Макс Фриш - Homo Фабер. Назову себя Гантенбайн
В конце книги герой не располагает никакой внешней свободой. Больной раком, он обречен на смерть. Сабет погибла. Между Фабером и Ганной — эта могила и собственная судьба Ганны, исковерканная им дважды. И тут случается почти невозможное, но понятное и объяснимое. Реализуется свобода и сила человеческого духа. Через все случившееся люди протягивают друг другу руки. «Но я не один. Ганна мой друг, и я не один», — пишет Фабер.
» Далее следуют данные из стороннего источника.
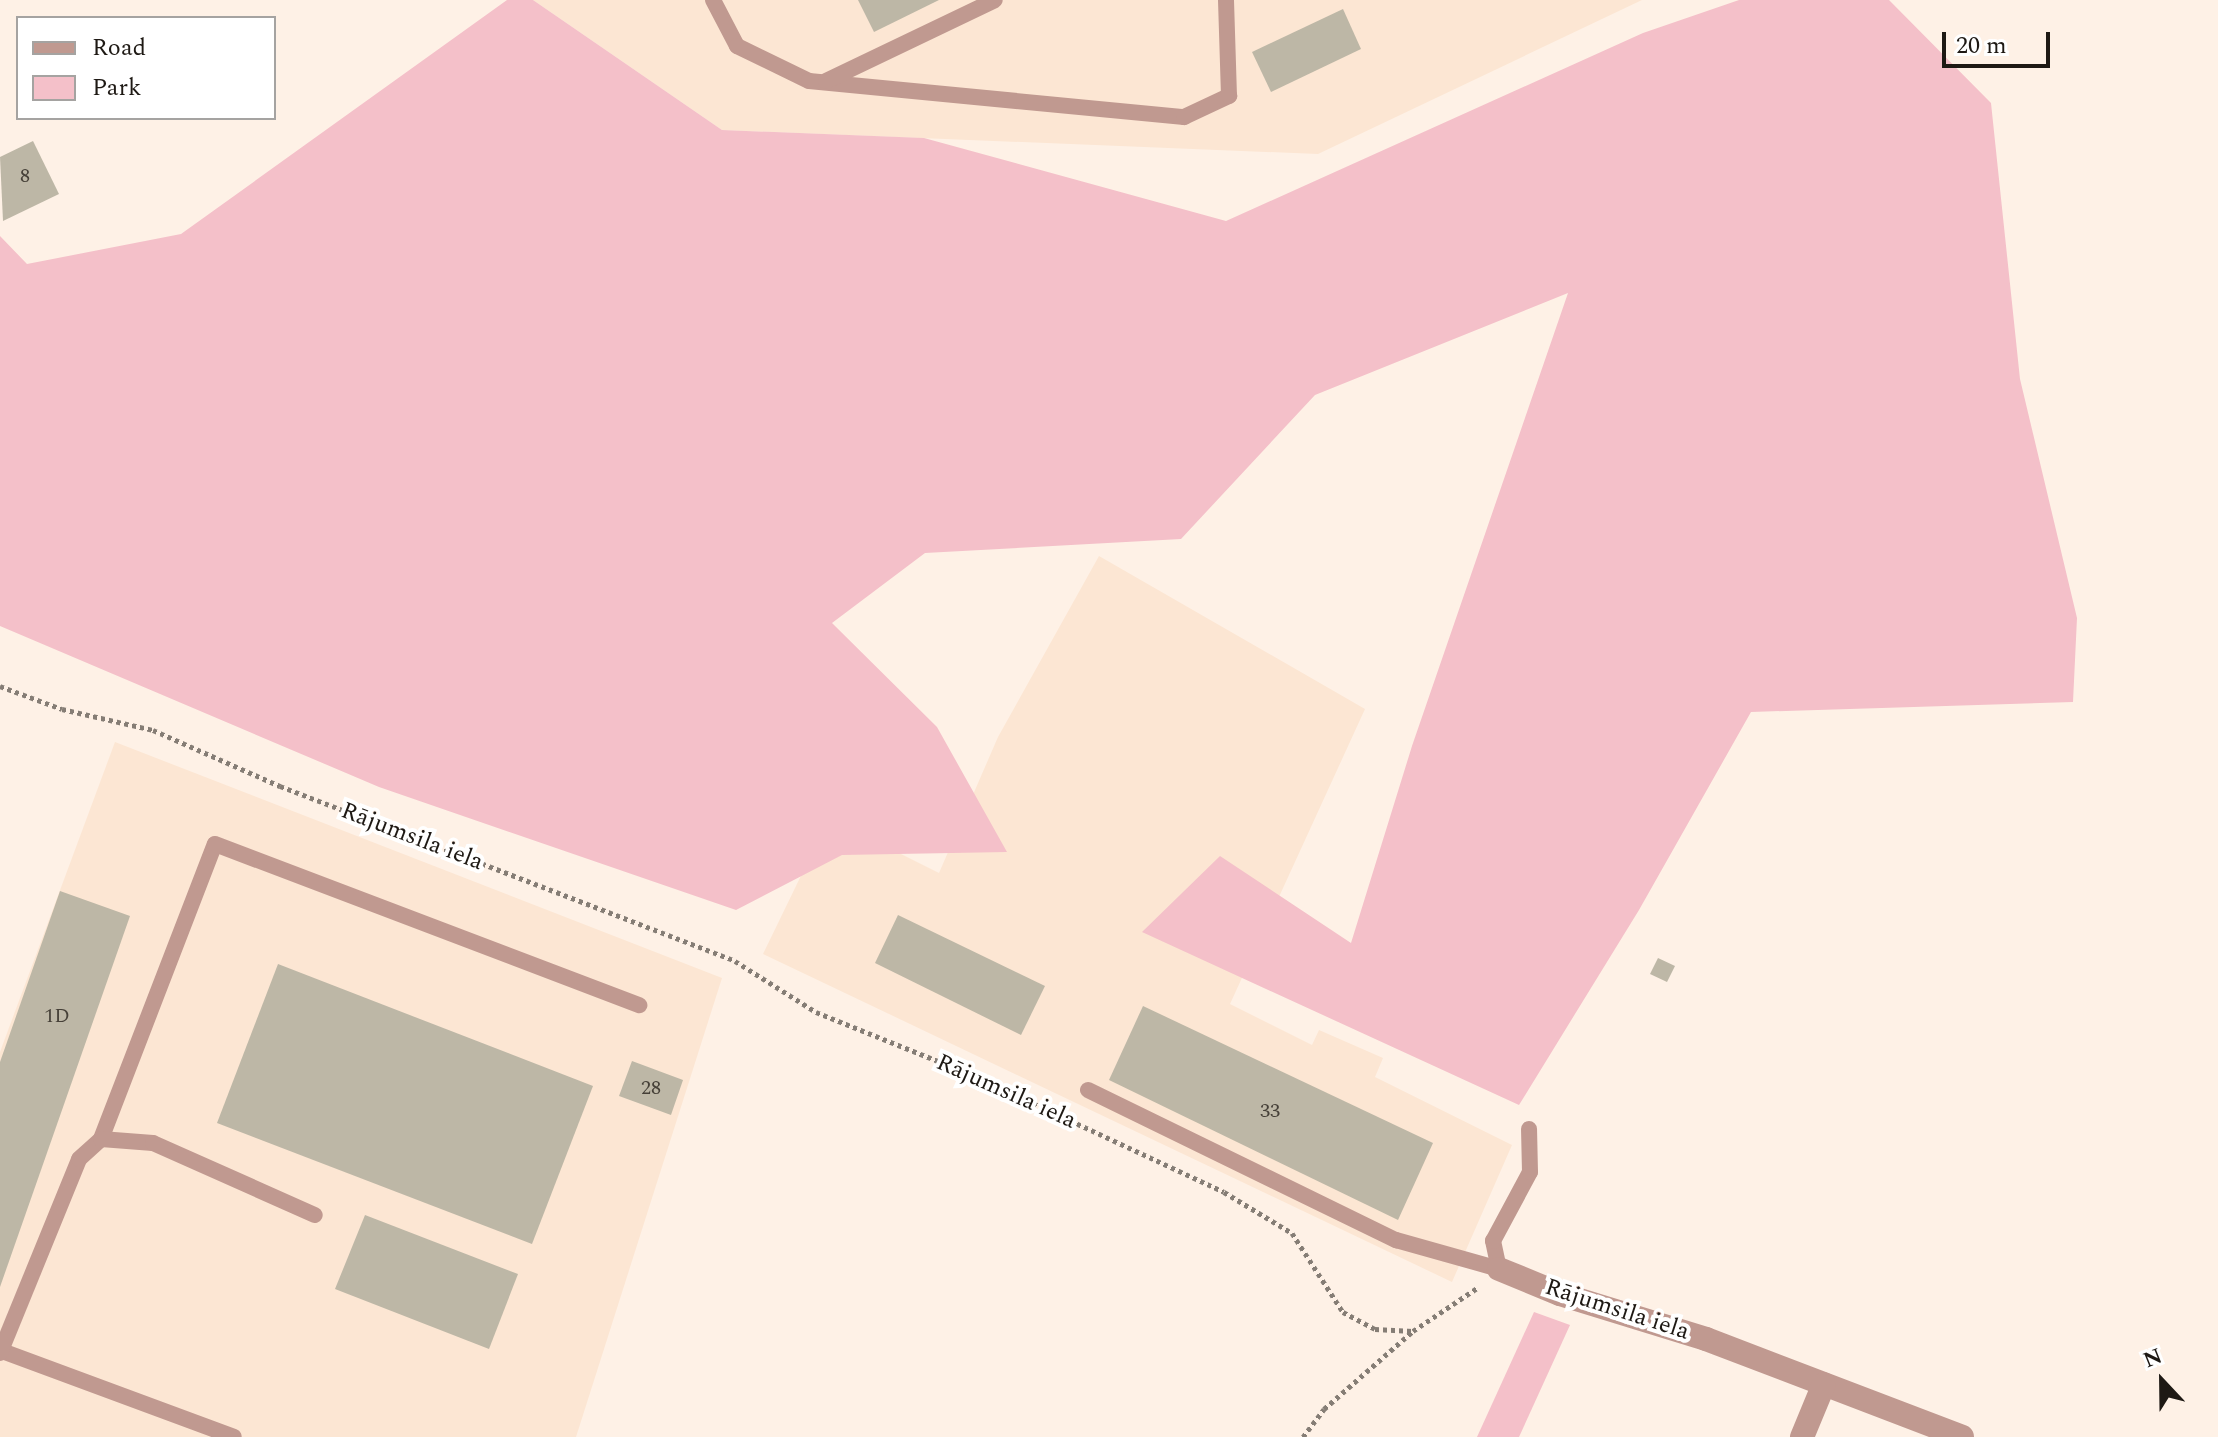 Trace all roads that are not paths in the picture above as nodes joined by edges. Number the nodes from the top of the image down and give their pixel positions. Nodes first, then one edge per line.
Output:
1 (713, 0) edge
2 (995, 0) edge
3 (1226, 0) edge
4 (824, 82) junction
5 (639, 1005) dead end
6 (1088, 1090) dead end
7 (1529, 1129) dead end
8 (101, 1139) junction
9 (315, 1215) dead end
10 (1499, 1269) junction
11 (1, 1352) edge
12 (1824, 1384) junction
13 (234, 1437) edge
14 (1802, 1437) edge
15 (1962, 1437) edge

1 - 4 lane
2 - 4 lane
3 - 4 lane
5 - 8 lane
6 - 10 lane
7 - 10 lane
8 - 9 lane
8 - 11 lane
10 - 12 street, Rājumsila iela
11 - 13 lane
12 - 14 street
12 - 15 street, Rājumsila iela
В романе Фриша есть страницы удивительной пластической выразительности. Белые и черные краски Греции, где происходит трагическая развязка романа. Белые горы и камни древних зданий. Черная горячая земля. Цветы, уже через час высыхающие на могиле. Черные и белые платья Ганны, в которых она приходит к умирающему Фаберу. Все контуры как будто предельно прояснены — краски сгустились до ослепительных контрастов света и тени, белого и черного, мир наполнился звуками, веяниями, запахами. Именно теперь умирающий homo Фабер открыл, что означает слово «жить».
Ни в одном из романов Фриша судьбы героев не связаны непосредственно с событиями истории. Не связаны, хотя одним из главнейших своих поражений Штиллер считает трусость, проявленную им в годы гражданской войны в Испании. Не связаны, хотя образ Ганны в «homo Фабере» весомо противостоит Вальтеру, в частности и потому, что она занимала гораздо более последовательную и смелую позицию по отношению к фашизму в Германии.
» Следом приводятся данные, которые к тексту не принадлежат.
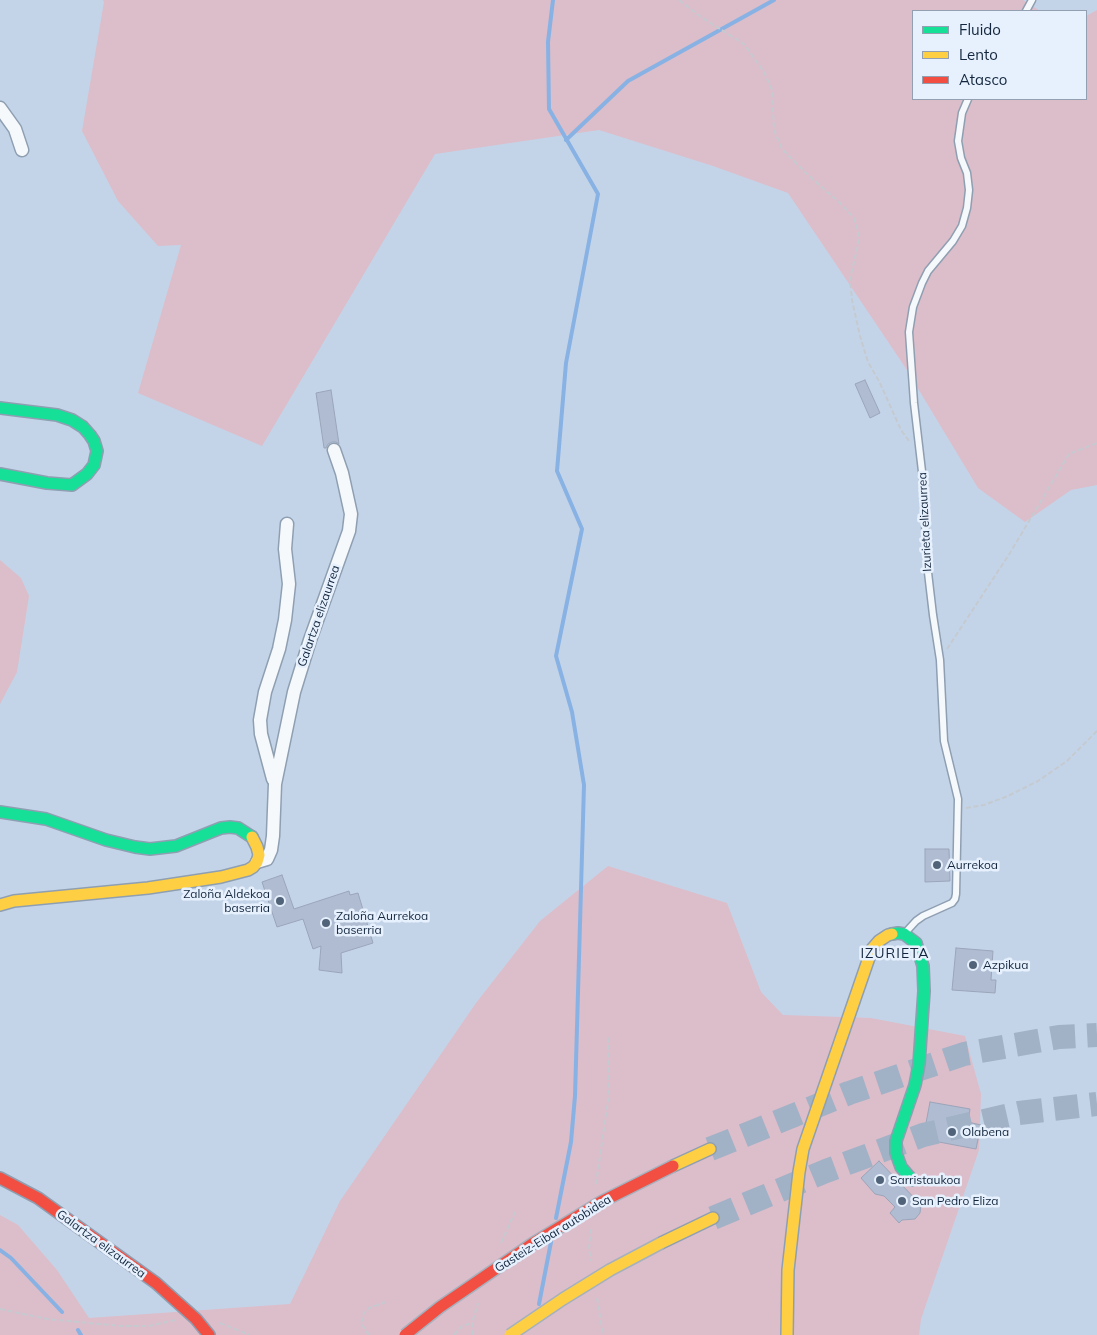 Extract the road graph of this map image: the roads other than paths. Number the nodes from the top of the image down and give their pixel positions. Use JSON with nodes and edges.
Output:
{"nodes":[{"id":1,"x":968,"y":100,"type":"edge"},
{"id":2,"x":0,"y":108,"type":"edge"},
{"id":3,"x":22,"y":150,"type":"dead end"},
{"id":4,"x":0,"y":408,"type":"edge"},
{"id":5,"x":334,"y":450,"type":"dead end"},
{"id":6,"x":0,"y":474,"type":"edge"},
{"id":7,"x":287,"y":524,"type":"dead end"},
{"id":8,"x":274,"y":784,"type":"junction"},
{"id":9,"x":0,"y":812,"type":"edge"},
{"id":10,"x":257,"y":862,"type":"junction"},
{"id":11,"x":0,"y":905,"type":"edge"},
{"id":12,"x":904,"y":934,"type":"junction"},
{"id":13,"x":710,"y":1149,"type":"tunnel mouth"},
{"id":14,"x":0,"y":1178,"type":"edge"},
{"id":15,"x":912,"y":1180,"type":"dead end"},
{"id":16,"x":713,"y":1218,"type":"tunnel mouth"},
{"id":17,"x":209,"y":1335,"type":"edge"},
{"id":18,"x":405,"y":1335,"type":"edge"},
{"id":19,"x":510,"y":1335,"type":"edge"},
{"id":20,"x":787,"y":1335,"type":"edge"}],
"edges":[{"from":1,"to":12,"type":"lane","name":"Izurieta elizaurrea"},
{"from":2,"to":3,"type":"street"},
{"from":4,"to":6,"type":"main road"},
{"from":5,"to":8,"type":"street","name":"Galartza elizaurrea"},
{"from":7,"to":8,"type":"street","name":"Galartza elizaurrea"},
{"from":8,"to":10,"type":"street","name":"Galartza elizaurrea"},
{"from":9,"to":10,"type":"main road"},
{"from":10,"to":11,"type":"main road","name":"Galartza elizaurrea"},
{"from":12,"to":15,"type":"main road"},
{"from":12,"to":20,"type":"main road"},
{"from":13,"to":18,"type":"main road","name":"Gasteiz-Eibar autobidea","bridge":true},
{"from":14,"to":17,"type":"main road","name":"Galartza elizaurrea"},
{"from":16,"to":19,"type":"main road","bridge":true}]}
В других произведениях Фриша, в пьесах «Андорра», «Бидерман и поджигатели», «Граф Эдерланд», написанных в форме условной параболы, показано взаимодействие частного сознания с путями истории. Но и романы Фриша имеют, по существу, ту же главную цель. Они приводят читателя к выводу, что история не фатальна. Для нее, как и для каждого из нас, могут быть проложены разные пути. Ответственное, «зрячее» существование человека, дающееся с большим трудом осуществление личности, противостоящее социальному гнету независимое общественное сознание имеют к этому прямое касательство.
HOMO FABER
Первая остановка
Мы вылетели из аэропорта Ла Гуардиа, Нью-Йорк (на самолете «суперконстэллейшн»), с трехчасовым опозданием из-за снежной бури. Эту линию всегда обслуживают «суперконстэллейшн». Заняв свое место, я сразу же откинул спинку кресла, чтобы спать — было уже поздно. Но еще минут сорок, не меньше, самолет стоял на взлетной дорожке в ожидании старта, снег метался в лучах прожекторов, мелкая снежная крупа вихрем вздымалась над бетонированной площадкой, и меня раздражало и мешало мне уснуть не то, что стюардесса разносила газеты — First Pictures of World’s Greatest Air Crash in Nevada[1], сообщение об этом я уже прочитал за обедом, — а вибрация машины с запущенными турбинами да еще, пожалуй, мой сосед, молодой немец, которого я сразу приметил, сам не знаю почему; я глядел на него, когда он снимал пальто и усаживался в кресле рядом со мной, высоко подтягивая брюки на коленях, чтобы не помять складки; и, даже когда он просто сидел, ничего не делая, ожидая, как и все мы, взлета, я почему-то не мог отвести от него глаз. Это был розовокожий блондин, и он представился мне сразу, еще до того, как мы успели пристегнуться. Его имени я не расслышал — разогревали моторы, одна за другой включались турбины и ревели на полном газу.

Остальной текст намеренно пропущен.